> **Your assignment**: Go to the line holding "Road topology of" in the entries below and write out exactly every line down to and including the line holding "Turn the roads".

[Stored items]
+++

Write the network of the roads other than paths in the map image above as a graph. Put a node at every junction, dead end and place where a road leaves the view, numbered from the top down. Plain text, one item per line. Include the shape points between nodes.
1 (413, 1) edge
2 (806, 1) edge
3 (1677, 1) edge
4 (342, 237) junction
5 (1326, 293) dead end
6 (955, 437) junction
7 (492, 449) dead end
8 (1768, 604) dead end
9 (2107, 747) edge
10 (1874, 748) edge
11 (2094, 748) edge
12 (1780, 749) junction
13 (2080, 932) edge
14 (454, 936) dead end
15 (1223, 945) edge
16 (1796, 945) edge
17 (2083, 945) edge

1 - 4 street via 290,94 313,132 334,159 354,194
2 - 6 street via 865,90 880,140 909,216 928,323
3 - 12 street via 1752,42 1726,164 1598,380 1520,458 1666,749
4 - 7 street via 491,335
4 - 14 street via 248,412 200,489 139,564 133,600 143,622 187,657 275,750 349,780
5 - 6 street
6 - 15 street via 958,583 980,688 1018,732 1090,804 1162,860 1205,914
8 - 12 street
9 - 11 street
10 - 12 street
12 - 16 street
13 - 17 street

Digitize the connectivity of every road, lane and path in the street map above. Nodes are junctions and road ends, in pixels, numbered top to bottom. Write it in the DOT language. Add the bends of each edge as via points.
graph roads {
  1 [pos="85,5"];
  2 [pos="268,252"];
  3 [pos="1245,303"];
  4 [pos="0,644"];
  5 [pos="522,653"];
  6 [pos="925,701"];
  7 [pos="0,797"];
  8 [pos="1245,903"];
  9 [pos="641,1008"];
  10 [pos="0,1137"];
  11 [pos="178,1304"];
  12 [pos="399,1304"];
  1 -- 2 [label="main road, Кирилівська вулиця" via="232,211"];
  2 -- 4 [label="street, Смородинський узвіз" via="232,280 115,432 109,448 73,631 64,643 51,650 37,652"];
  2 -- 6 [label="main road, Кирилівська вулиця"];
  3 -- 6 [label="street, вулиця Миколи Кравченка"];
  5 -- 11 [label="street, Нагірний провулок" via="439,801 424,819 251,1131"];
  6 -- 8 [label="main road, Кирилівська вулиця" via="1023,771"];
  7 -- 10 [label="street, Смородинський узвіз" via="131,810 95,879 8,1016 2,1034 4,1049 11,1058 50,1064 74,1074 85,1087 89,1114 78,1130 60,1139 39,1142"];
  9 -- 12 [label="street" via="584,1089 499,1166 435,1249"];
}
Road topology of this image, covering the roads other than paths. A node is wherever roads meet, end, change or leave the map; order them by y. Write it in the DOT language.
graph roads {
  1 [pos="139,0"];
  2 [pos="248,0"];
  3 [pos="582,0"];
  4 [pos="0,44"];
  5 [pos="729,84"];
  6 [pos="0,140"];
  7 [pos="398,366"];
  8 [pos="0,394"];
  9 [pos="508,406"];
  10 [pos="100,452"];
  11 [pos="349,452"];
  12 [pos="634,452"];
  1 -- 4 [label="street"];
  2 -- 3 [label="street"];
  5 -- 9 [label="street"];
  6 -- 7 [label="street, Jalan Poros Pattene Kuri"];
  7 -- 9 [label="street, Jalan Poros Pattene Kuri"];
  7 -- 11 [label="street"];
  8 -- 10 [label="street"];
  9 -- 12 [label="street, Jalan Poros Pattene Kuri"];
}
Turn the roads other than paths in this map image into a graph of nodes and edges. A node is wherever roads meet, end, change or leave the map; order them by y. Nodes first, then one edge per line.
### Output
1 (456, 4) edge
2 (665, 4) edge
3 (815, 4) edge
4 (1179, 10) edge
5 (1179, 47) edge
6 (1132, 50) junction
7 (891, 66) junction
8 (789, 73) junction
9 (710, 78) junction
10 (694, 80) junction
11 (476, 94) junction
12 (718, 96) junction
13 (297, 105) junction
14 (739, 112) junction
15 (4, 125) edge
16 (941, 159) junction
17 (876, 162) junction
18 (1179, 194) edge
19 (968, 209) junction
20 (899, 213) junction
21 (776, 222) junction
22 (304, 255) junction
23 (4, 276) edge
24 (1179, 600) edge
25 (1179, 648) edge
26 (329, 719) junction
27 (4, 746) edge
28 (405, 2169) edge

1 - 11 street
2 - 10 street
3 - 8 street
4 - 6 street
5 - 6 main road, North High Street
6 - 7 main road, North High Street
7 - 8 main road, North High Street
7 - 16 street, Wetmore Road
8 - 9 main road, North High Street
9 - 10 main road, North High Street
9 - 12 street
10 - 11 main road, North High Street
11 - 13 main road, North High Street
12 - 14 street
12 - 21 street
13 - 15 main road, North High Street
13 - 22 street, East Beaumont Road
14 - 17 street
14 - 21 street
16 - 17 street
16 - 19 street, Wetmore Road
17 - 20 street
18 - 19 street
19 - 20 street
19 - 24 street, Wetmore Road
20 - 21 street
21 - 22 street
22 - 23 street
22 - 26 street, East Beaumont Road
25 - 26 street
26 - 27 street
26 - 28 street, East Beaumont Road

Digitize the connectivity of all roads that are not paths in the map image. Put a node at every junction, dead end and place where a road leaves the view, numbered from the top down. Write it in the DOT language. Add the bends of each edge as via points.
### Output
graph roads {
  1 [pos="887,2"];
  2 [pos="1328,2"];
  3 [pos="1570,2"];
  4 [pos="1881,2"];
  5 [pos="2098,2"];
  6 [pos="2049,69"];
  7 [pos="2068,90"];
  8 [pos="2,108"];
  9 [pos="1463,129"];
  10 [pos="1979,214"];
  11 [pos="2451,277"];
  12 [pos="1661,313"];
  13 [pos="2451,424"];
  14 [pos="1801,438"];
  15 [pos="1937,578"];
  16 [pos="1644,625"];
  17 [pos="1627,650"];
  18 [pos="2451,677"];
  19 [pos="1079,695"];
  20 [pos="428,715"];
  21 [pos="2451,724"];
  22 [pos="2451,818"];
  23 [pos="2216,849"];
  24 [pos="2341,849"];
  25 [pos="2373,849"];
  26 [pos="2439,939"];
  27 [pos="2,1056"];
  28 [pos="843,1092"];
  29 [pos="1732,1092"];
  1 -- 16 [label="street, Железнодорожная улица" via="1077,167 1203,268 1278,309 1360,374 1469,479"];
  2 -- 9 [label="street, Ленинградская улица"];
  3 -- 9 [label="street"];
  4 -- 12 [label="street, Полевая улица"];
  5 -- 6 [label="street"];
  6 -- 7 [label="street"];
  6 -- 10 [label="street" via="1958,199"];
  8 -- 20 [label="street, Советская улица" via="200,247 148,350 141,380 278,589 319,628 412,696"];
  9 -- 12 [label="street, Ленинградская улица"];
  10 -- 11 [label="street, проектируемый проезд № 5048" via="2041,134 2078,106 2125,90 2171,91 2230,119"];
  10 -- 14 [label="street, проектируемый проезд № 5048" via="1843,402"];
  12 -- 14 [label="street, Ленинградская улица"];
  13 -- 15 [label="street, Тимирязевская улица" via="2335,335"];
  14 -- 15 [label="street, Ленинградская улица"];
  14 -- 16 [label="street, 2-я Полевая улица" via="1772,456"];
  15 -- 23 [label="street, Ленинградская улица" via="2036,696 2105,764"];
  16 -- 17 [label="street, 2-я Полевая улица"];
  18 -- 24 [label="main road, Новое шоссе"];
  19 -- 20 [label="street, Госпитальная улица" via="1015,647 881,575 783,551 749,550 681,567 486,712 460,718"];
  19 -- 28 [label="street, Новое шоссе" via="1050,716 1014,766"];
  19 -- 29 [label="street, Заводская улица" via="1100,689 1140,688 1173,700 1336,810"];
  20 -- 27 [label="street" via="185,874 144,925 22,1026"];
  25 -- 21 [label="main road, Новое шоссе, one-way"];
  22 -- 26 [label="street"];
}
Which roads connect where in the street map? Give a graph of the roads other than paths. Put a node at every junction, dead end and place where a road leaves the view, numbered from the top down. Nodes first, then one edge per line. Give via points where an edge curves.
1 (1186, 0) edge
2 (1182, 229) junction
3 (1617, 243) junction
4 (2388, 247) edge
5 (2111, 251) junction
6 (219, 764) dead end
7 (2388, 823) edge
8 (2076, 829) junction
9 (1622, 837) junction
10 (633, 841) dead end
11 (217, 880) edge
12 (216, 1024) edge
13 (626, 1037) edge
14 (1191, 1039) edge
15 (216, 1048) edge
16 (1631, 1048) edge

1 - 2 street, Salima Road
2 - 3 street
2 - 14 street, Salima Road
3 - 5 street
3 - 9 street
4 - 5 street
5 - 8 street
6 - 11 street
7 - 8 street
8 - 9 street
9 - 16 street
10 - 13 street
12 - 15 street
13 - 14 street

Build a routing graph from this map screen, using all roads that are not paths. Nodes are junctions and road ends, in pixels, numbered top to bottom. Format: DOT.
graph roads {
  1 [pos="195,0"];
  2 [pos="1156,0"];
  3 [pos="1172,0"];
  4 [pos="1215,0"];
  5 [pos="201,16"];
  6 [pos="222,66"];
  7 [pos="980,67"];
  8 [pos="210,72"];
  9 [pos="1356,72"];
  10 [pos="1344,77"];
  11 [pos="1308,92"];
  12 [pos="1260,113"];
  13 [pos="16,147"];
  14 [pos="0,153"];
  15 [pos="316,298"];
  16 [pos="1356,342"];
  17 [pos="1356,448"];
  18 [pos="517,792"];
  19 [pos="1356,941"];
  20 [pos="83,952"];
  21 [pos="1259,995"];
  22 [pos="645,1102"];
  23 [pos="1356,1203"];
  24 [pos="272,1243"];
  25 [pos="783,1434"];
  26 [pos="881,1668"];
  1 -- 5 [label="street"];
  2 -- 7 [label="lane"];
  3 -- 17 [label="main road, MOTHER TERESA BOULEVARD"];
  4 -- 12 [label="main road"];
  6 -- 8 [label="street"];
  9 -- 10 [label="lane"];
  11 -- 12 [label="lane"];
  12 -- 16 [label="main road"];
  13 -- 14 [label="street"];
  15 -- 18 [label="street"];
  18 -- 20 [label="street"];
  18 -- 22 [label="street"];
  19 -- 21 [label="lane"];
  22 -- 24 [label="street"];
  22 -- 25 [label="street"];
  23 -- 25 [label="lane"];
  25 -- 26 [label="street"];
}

+++

> **Response area**:
Road topology of this image, covering the roads other than paths. A node is wherever roads meet, end, change or leave the map; order them by y. Write it in the DOT language.
graph roads {
  1 [pos="139,0"];
  2 [pos="248,0"];
  3 [pos="582,0"];
  4 [pos="0,44"];
  5 [pos="729,84"];
  6 [pos="0,140"];
  7 [pos="398,366"];
  8 [pos="0,394"];
  9 [pos="508,406"];
  10 [pos="100,452"];
  11 [pos="349,452"];
  12 [pos="634,452"];
  1 -- 4 [label="street"];
  2 -- 3 [label="street"];
  5 -- 9 [label="street"];
  6 -- 7 [label="street, Jalan Poros Pattene Kuri"];
  7 -- 9 [label="street, Jalan Poros Pattene Kuri"];
  7 -- 11 [label="street"];
  8 -- 10 [label="street"];
  9 -- 12 [label="street, Jalan Poros Pattene Kuri"];
}
Turn the roads other than paths in this map image into a graph of nodes and edges. A node is wherever roads meet, end, change or leave the map; order them by y. Nodes first, then one edge per line.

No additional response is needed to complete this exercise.